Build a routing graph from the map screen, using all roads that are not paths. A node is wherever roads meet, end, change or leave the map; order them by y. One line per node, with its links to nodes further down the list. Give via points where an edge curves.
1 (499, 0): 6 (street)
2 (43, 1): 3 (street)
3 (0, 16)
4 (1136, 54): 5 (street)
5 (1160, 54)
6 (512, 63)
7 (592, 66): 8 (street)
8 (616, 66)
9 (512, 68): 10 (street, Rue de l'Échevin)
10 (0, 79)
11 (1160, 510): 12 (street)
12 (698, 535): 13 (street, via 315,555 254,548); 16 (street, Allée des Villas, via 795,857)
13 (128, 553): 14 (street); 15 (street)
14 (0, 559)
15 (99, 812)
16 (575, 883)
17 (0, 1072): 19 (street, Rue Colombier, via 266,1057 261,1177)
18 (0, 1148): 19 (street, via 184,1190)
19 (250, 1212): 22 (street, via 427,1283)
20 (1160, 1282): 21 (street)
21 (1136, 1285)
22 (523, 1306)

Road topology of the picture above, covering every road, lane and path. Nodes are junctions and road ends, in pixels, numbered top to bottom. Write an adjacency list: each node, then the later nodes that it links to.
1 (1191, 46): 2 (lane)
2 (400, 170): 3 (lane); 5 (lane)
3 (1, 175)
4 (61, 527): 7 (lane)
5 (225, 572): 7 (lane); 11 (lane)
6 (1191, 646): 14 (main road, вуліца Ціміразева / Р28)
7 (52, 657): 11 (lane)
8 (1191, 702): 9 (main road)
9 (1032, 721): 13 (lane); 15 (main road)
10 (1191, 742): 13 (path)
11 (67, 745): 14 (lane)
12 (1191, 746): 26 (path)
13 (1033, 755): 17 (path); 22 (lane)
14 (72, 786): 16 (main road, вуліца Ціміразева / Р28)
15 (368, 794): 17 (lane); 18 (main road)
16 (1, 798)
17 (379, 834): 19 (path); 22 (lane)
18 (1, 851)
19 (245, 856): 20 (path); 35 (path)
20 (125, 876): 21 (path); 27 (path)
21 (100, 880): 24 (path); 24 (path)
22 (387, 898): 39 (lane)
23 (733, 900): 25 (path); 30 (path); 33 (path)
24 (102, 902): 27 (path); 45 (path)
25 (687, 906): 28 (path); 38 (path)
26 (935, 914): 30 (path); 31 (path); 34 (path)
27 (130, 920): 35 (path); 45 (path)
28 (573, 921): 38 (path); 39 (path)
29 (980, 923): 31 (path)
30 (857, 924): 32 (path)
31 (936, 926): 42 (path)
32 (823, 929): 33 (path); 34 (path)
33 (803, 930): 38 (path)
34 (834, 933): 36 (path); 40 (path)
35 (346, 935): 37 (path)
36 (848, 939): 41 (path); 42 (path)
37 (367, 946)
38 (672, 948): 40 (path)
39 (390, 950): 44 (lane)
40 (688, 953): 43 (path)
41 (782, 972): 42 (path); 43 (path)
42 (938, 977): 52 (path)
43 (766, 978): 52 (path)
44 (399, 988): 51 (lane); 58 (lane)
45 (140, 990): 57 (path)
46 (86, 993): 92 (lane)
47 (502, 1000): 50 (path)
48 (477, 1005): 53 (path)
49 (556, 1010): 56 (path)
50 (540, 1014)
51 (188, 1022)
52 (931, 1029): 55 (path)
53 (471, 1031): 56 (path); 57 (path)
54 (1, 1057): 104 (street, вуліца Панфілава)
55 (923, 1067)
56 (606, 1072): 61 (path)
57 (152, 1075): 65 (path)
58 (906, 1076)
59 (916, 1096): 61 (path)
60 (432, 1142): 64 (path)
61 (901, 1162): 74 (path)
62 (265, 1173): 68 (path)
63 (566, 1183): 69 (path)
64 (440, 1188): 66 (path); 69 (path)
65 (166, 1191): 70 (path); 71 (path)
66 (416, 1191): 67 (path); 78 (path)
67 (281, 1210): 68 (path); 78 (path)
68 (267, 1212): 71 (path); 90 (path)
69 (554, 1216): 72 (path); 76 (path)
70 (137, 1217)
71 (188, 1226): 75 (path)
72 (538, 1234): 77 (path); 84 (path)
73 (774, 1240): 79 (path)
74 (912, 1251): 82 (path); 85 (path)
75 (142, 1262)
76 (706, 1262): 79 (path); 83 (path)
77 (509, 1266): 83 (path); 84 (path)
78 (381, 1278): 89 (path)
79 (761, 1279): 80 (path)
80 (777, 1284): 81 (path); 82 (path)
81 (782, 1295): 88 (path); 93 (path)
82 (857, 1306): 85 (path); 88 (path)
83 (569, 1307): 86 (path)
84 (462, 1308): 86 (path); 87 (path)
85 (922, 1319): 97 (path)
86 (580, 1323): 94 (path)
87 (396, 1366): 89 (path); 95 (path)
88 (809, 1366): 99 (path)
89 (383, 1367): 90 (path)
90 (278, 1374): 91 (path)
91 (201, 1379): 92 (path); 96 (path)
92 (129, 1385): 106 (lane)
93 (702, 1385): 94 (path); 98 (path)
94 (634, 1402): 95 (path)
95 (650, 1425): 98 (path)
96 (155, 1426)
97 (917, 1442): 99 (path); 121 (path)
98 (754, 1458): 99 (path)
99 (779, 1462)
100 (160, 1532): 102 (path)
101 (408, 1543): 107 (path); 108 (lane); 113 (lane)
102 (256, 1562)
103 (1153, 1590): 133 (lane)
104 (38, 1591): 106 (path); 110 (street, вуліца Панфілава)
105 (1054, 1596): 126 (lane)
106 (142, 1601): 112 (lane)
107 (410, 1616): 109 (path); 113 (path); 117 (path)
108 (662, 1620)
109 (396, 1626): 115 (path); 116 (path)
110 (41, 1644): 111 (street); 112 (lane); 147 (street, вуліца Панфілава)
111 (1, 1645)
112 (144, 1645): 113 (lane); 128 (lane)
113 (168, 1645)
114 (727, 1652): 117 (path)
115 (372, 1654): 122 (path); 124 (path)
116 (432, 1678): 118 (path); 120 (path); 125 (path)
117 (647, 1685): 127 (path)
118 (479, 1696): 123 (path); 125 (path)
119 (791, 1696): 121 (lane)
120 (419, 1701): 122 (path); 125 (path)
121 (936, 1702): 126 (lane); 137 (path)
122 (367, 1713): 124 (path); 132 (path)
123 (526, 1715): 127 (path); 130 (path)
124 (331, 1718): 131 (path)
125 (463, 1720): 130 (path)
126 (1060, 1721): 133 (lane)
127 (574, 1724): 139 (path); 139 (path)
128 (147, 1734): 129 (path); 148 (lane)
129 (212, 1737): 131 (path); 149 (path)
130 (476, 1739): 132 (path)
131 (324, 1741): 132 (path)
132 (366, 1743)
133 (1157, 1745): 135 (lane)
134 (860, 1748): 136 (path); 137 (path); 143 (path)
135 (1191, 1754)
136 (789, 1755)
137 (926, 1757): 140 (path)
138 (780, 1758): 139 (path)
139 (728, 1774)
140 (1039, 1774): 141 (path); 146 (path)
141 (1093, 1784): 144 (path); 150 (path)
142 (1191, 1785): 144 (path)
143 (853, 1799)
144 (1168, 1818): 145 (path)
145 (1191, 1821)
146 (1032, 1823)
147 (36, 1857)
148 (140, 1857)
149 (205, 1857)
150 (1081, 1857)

========

Task objective
A verbatim restatement of all the entries above is required.

Result of this task
Build a routing graph from the map screen, using all roads that are not paths. A node is wherever roads meet, end, change or leave the map; order them by y. One line per node, with its links to nodes further down the list. Give via points where an edge curves.
1 (499, 0): 6 (street)
2 (43, 1): 3 (street)
3 (0, 16)
4 (1136, 54): 5 (street)
5 (1160, 54)
6 (512, 63)
7 (592, 66): 8 (street)
8 (616, 66)
9 (512, 68): 10 (street, Rue de l'Échevin)
10 (0, 79)
11 (1160, 510): 12 (street)
12 (698, 535): 13 (street, via 315,555 254,548); 16 (street, Allée des Villas, via 795,857)
13 (128, 553): 14 (street); 15 (street)
14 (0, 559)
15 (99, 812)
16 (575, 883)
17 (0, 1072): 19 (street, Rue Colombier, via 266,1057 261,1177)
18 (0, 1148): 19 (street, via 184,1190)
19 (250, 1212): 22 (street, via 427,1283)
20 (1160, 1282): 21 (street)
21 (1136, 1285)
22 (523, 1306)

Road topology of the picture above, covering every road, lane and path. Nodes are junctions and road ends, in pixels, numbered top to bottom. Write an adjacency list: each node, then the later nodes that it links to.
1 (1191, 46): 2 (lane)
2 (400, 170): 3 (lane); 5 (lane)
3 (1, 175)
4 (61, 527): 7 (lane)
5 (225, 572): 7 (lane); 11 (lane)
6 (1191, 646): 14 (main road, вуліца Ціміразева / Р28)
7 (52, 657): 11 (lane)
8 (1191, 702): 9 (main road)
9 (1032, 721): 13 (lane); 15 (main road)
10 (1191, 742): 13 (path)
11 (67, 745): 14 (lane)
12 (1191, 746): 26 (path)
13 (1033, 755): 17 (path); 22 (lane)
14 (72, 786): 16 (main road, вуліца Ціміразева / Р28)
15 (368, 794): 17 (lane); 18 (main road)
16 (1, 798)
17 (379, 834): 19 (path); 22 (lane)
18 (1, 851)
19 (245, 856): 20 (path); 35 (path)
20 (125, 876): 21 (path); 27 (path)
21 (100, 880): 24 (path); 24 (path)
22 (387, 898): 39 (lane)
23 (733, 900): 25 (path); 30 (path); 33 (path)
24 (102, 902): 27 (path); 45 (path)
25 (687, 906): 28 (path); 38 (path)
26 (935, 914): 30 (path); 31 (path); 34 (path)
27 (130, 920): 35 (path); 45 (path)
28 (573, 921): 38 (path); 39 (path)
29 (980, 923): 31 (path)
30 (857, 924): 32 (path)
31 (936, 926): 42 (path)
32 (823, 929): 33 (path); 34 (path)
33 (803, 930): 38 (path)
34 (834, 933): 36 (path); 40 (path)
35 (346, 935): 37 (path)
36 (848, 939): 41 (path); 42 (path)
37 (367, 946)
38 (672, 948): 40 (path)
39 (390, 950): 44 (lane)
40 (688, 953): 43 (path)
41 (782, 972): 42 (path); 43 (path)
42 (938, 977): 52 (path)
43 (766, 978): 52 (path)
44 (399, 988): 51 (lane); 58 (lane)
45 (140, 990): 57 (path)
46 (86, 993): 92 (lane)
47 (502, 1000): 50 (path)
48 (477, 1005): 53 (path)
49 (556, 1010): 56 (path)
50 (540, 1014)
51 (188, 1022)
52 (931, 1029): 55 (path)
53 (471, 1031): 56 (path); 57 (path)
54 (1, 1057): 104 (street, вуліца Панфілава)
55 (923, 1067)
56 (606, 1072): 61 (path)
57 (152, 1075): 65 (path)
58 (906, 1076)
59 (916, 1096): 61 (path)
60 (432, 1142): 64 (path)
61 (901, 1162): 74 (path)
62 (265, 1173): 68 (path)
63 (566, 1183): 69 (path)
64 (440, 1188): 66 (path); 69 (path)
65 (166, 1191): 70 (path); 71 (path)
66 (416, 1191): 67 (path); 78 (path)
67 (281, 1210): 68 (path); 78 (path)
68 (267, 1212): 71 (path); 90 (path)
69 (554, 1216): 72 (path); 76 (path)
70 (137, 1217)
71 (188, 1226): 75 (path)
72 (538, 1234): 77 (path); 84 (path)
73 (774, 1240): 79 (path)
74 (912, 1251): 82 (path); 85 (path)
75 (142, 1262)
76 (706, 1262): 79 (path); 83 (path)
77 (509, 1266): 83 (path); 84 (path)
78 (381, 1278): 89 (path)
79 (761, 1279): 80 (path)
80 (777, 1284): 81 (path); 82 (path)
81 (782, 1295): 88 (path); 93 (path)
82 (857, 1306): 85 (path); 88 (path)
83 (569, 1307): 86 (path)
84 (462, 1308): 86 (path); 87 (path)
85 (922, 1319): 97 (path)
86 (580, 1323): 94 (path)
87 (396, 1366): 89 (path); 95 (path)
88 (809, 1366): 99 (path)
89 (383, 1367): 90 (path)
90 (278, 1374): 91 (path)
91 (201, 1379): 92 (path); 96 (path)
92 (129, 1385): 106 (lane)
93 (702, 1385): 94 (path); 98 (path)
94 (634, 1402): 95 (path)
95 (650, 1425): 98 (path)
96 (155, 1426)
97 (917, 1442): 99 (path); 121 (path)
98 (754, 1458): 99 (path)
99 (779, 1462)
100 (160, 1532): 102 (path)
101 (408, 1543): 107 (path); 108 (lane); 113 (lane)
102 (256, 1562)
103 (1153, 1590): 133 (lane)
104 (38, 1591): 106 (path); 110 (street, вуліца Панфілава)
105 (1054, 1596): 126 (lane)
106 (142, 1601): 112 (lane)
107 (410, 1616): 109 (path); 113 (path); 117 (path)
108 (662, 1620)
109 (396, 1626): 115 (path); 116 (path)
110 (41, 1644): 111 (street); 112 (lane); 147 (street, вуліца Панфілава)
111 (1, 1645)
112 (144, 1645): 113 (lane); 128 (lane)
113 (168, 1645)
114 (727, 1652): 117 (path)
115 (372, 1654): 122 (path); 124 (path)
116 (432, 1678): 118 (path); 120 (path); 125 (path)
117 (647, 1685): 127 (path)
118 (479, 1696): 123 (path); 125 (path)
119 (791, 1696): 121 (lane)
120 (419, 1701): 122 (path); 125 (path)
121 (936, 1702): 126 (lane); 137 (path)
122 (367, 1713): 124 (path); 132 (path)
123 (526, 1715): 127 (path); 130 (path)
124 (331, 1718): 131 (path)
125 (463, 1720): 130 (path)
126 (1060, 1721): 133 (lane)
127 (574, 1724): 139 (path); 139 (path)
128 (147, 1734): 129 (path); 148 (lane)
129 (212, 1737): 131 (path); 149 (path)
130 (476, 1739): 132 (path)
131 (324, 1741): 132 (path)
132 (366, 1743)
133 (1157, 1745): 135 (lane)
134 (860, 1748): 136 (path); 137 (path); 143 (path)
135 (1191, 1754)
136 (789, 1755)
137 (926, 1757): 140 (path)
138 (780, 1758): 139 (path)
139 (728, 1774)
140 (1039, 1774): 141 (path); 146 (path)
141 (1093, 1784): 144 (path); 150 (path)
142 (1191, 1785): 144 (path)
143 (853, 1799)
144 (1168, 1818): 145 (path)
145 (1191, 1821)
146 (1032, 1823)
147 (36, 1857)
148 (140, 1857)
149 (205, 1857)
150 (1081, 1857)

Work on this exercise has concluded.